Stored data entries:
★ ★ ★ ★ ★ ★ ★

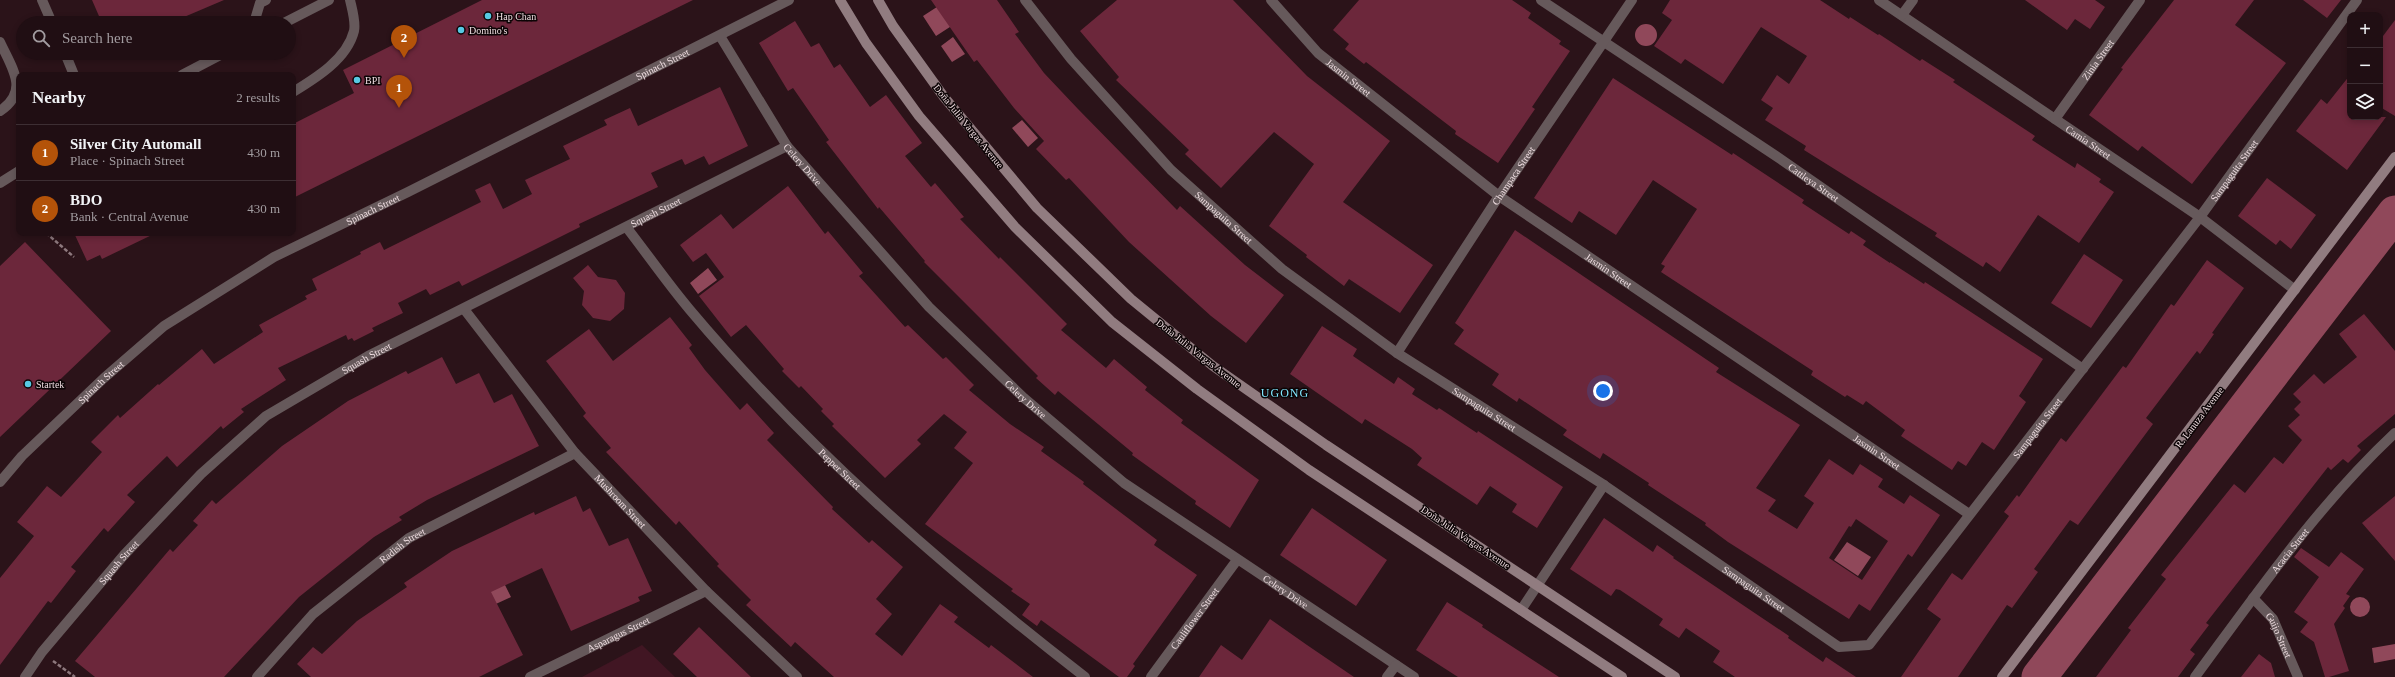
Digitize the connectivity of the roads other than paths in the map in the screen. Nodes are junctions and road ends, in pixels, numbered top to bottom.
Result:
1 (42, 0) edge
2 (266, 0) edge
3 (329, 0) edge
4 (350, 0) edge
5 (789, 0) edge
6 (840, 0) edge
7 (878, 0) edge
8 (1025, 0) edge
9 (1271, 0) edge
10 (1541, 0) edge
11 (1632, 0) edge
12 (1879, 0) edge
13 (1913, 0) edge
14 (2140, 0) edge
15 (2358, 0) edge
16 (1902, 15) junction
17 (49, 16) edge
18 (256, 16) edge
19 (296, 17) edge
20 (720, 36) junction
21 (1604, 41) junction
22 (0, 42) edge
23 (67, 60) edge
24 (211, 60) edge
25 (73, 72) edge
26 (188, 72) edge
27 (16, 80) edge
28 (296, 90) edge
29 (16, 94) edge
30 (0, 112) edge
31 (2055, 119) junction
32 (787, 146) junction
33 (2395, 157) edge
34 (16, 173) edge
35 (0, 183) edge
36 (1499, 196) junction
37 (2200, 217) junction
38 (627, 228) junction
39 (2295, 290) junction
40 (464, 309) junction
41 (1397, 353) junction
42 (2083, 369) junction
43 (2395, 433) edge
44 (575, 453) junction
45 (0, 482) edge
46 (1604, 485) junction
47 (1969, 514) junction
48 (1237, 560) junction
49 (1537, 584) junction
50 (706, 591) junction
51 (2253, 598) junction
52 (1521, 610) junction
53 (1396, 665) junction
54 (25, 677) edge
55 (257, 677) edge
56 (530, 677) edge
57 (797, 677) edge
58 (1085, 677) edge
59 (1151, 677) edge
60 (1387, 677) edge
61 (1414, 677) edge
62 (1622, 677) edge
63 (1675, 677) edge
64 (2002, 677) edge
65 (2195, 677) edge
66 (2298, 677) edge

1 - 17 street
2 - 18 street
3 - 19 street
4 - 28 street
5 - 20 street, Spinach Street
6 - 52 main road
7 - 49 main road, Doña Julia Vargas Avenue
8 - 41 street, Sampaguita Street
9 - 36 street, Jasmin Street
10 - 21 street, Cattleya Street
11 - 21 street, Champaca Street
12 - 16 street, Camia Street
13 - 16 street
14 - 31 street, Zinia Street
15 - 37 street, Sampaguita Street
16 - 31 street, Camia Street
20 - 32 street, Celery Drive
20 - 45 street, Spinach Street
21 - 36 street, Champaca Street
21 - 42 street, Cattleya Street
22 - 27 street
23 - 25 street
24 - 26 street
29 - 30 street
31 - 37 street, Camia Street
32 - 38 street, Squash Street
32 - 48 street, Celery Drive
33 - 39 main road, R. Lanuza Avenue
34 - 35 street
36 - 41 street, Champaca Street
36 - 47 street, Jasmin Street
37 - 39 street, Camia Street
37 - 42 street, Sampaguita Street
38 - 40 street, Squash Street
38 - 58 street, Pepper Street
39 - 64 main road, R. Lanuza Avenue
40 - 44 street, Mushroom Street
40 - 54 street, Squash Street
41 - 46 street, Sampaguita Street
42 - 47 street, Sampaguita Street
43 - 51 street, Acacia Street
44 - 50 street, Mushroom Street
44 - 55 street, Radish Street
46 - 47 street, Sampaguita Street
46 - 49 street
48 - 53 street, Celery Drive
48 - 59 street, Cauliflower Street
49 - 52 street
49 - 63 main road, Doña Julia Vargas Avenue
50 - 56 street, Asparagus Street
50 - 57 street, Mushroom Street
51 - 65 street, Acacia Street
51 - 66 street, Guijo Street
52 - 62 main road
53 - 60 street
53 - 61 street, Celery Drive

★ ★ ★ ★ ★ ★ ★

All entries need repeating exactly, but without the pictures.

Digitize the connectivity of the roads other than paths in the map in the screen. Nodes are junctions and road ends, in pixels, numbered top to bottom.
Result:
1 (42, 0) edge
2 (266, 0) edge
3 (329, 0) edge
4 (350, 0) edge
5 (789, 0) edge
6 (840, 0) edge
7 (878, 0) edge
8 (1025, 0) edge
9 (1271, 0) edge
10 (1541, 0) edge
11 (1632, 0) edge
12 (1879, 0) edge
13 (1913, 0) edge
14 (2140, 0) edge
15 (2358, 0) edge
16 (1902, 15) junction
17 (49, 16) edge
18 (256, 16) edge
19 (296, 17) edge
20 (720, 36) junction
21 (1604, 41) junction
22 (0, 42) edge
23 (67, 60) edge
24 (211, 60) edge
25 (73, 72) edge
26 (188, 72) edge
27 (16, 80) edge
28 (296, 90) edge
29 (16, 94) edge
30 (0, 112) edge
31 (2055, 119) junction
32 (787, 146) junction
33 (2395, 157) edge
34 (16, 173) edge
35 (0, 183) edge
36 (1499, 196) junction
37 (2200, 217) junction
38 (627, 228) junction
39 (2295, 290) junction
40 (464, 309) junction
41 (1397, 353) junction
42 (2083, 369) junction
43 (2395, 433) edge
44 (575, 453) junction
45 (0, 482) edge
46 (1604, 485) junction
47 (1969, 514) junction
48 (1237, 560) junction
49 (1537, 584) junction
50 (706, 591) junction
51 (2253, 598) junction
52 (1521, 610) junction
53 (1396, 665) junction
54 (25, 677) edge
55 (257, 677) edge
56 (530, 677) edge
57 (797, 677) edge
58 (1085, 677) edge
59 (1151, 677) edge
60 (1387, 677) edge
61 (1414, 677) edge
62 (1622, 677) edge
63 (1675, 677) edge
64 (2002, 677) edge
65 (2195, 677) edge
66 (2298, 677) edge

1 - 17 street
2 - 18 street
3 - 19 street
4 - 28 street
5 - 20 street, Spinach Street
6 - 52 main road
7 - 49 main road, Doña Julia Vargas Avenue
8 - 41 street, Sampaguita Street
9 - 36 street, Jasmin Street
10 - 21 street, Cattleya Street
11 - 21 street, Champaca Street
12 - 16 street, Camia Street
13 - 16 street
14 - 31 street, Zinia Street
15 - 37 street, Sampaguita Street
16 - 31 street, Camia Street
20 - 32 street, Celery Drive
20 - 45 street, Spinach Street
21 - 36 street, Champaca Street
21 - 42 street, Cattleya Street
22 - 27 street
23 - 25 street
24 - 26 street
29 - 30 street
31 - 37 street, Camia Street
32 - 38 street, Squash Street
32 - 48 street, Celery Drive
33 - 39 main road, R. Lanuza Avenue
34 - 35 street
36 - 41 street, Champaca Street
36 - 47 street, Jasmin Street
37 - 39 street, Camia Street
37 - 42 street, Sampaguita Street
38 - 40 street, Squash Street
38 - 58 street, Pepper Street
39 - 64 main road, R. Lanuza Avenue
40 - 44 street, Mushroom Street
40 - 54 street, Squash Street
41 - 46 street, Sampaguita Street
42 - 47 street, Sampaguita Street
43 - 51 street, Acacia Street
44 - 50 street, Mushroom Street
44 - 55 street, Radish Street
46 - 47 street, Sampaguita Street
46 - 49 street
48 - 53 street, Celery Drive
48 - 59 street, Cauliflower Street
49 - 52 street
49 - 63 main road, Doña Julia Vargas Avenue
50 - 56 street, Asparagus Street
50 - 57 street, Mushroom Street
51 - 65 street, Acacia Street
51 - 66 street, Guijo Street
52 - 62 main road
53 - 60 street
53 - 61 street, Celery Drive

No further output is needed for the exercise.